Cystatin SN (CST1), a known inhibitor of cathepsin B (Cat B), has important roles in tumor development. Paradoxically, Cat B is a member of the cysteine cathepsin family that acts in cellular processes, such as tumor development and invasion. However, the relationship between CST1 and Cat B, and their roles in tumor development are poorly understood. In this study, we observed that the knockdown of CST1 induced the activity of senescence-associated β-galactosidase, a marker of cellular senescence, and expression of senescence-associated secretory phenotype genes, including interleukin-6 and chemokine (C-C motif) ligand 20, in MDA-MB-231 and SW480 cancer cells. Furthermore, CST1 knockdown decreased extracellular Cat B activity, and direct Cat B inhibition, using specific inhibitors or shCat B, induced cellular senescence. Reconstitution of CST1 restored Cat B activity and inhibited cellular senescence in CST1 knockdown cells. CST1 knockdown or Cat B inhibition increased glycogen synthase (GS) kinase 3β phosphorylation at serine 9, resulting in the activation of GS and the induction of glycogen accumulation associated with cellular senescence.
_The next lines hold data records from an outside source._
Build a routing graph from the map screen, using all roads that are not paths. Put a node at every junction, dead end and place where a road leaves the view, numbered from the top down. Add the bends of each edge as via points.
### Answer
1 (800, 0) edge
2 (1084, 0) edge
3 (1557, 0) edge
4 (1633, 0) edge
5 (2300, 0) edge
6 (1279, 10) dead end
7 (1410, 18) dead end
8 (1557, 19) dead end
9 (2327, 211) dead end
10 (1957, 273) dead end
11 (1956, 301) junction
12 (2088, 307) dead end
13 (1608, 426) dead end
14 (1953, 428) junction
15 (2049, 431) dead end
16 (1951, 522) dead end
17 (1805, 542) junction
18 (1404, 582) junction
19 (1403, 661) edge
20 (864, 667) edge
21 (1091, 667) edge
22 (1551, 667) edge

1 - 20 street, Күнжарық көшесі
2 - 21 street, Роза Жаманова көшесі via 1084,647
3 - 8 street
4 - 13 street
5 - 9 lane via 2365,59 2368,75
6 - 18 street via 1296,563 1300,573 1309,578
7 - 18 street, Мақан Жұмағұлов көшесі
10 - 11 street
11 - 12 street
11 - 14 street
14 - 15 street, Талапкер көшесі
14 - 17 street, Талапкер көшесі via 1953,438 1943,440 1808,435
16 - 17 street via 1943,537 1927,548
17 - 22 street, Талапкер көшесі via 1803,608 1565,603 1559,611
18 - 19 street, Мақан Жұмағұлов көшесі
Importantly, CST1 knockdown suppressed cancer cell proliferation, soft agar colony growth and tumor growth in a xenograft model. These results indicate that CST1-mediated extracellular Cat B activity enhances tumor development by preventing cellular senescence. Our findings suggest that antagonists of CST1 or inhibitors of Cat B are potential anticancer agents. ⓒ The Author(s) 2017.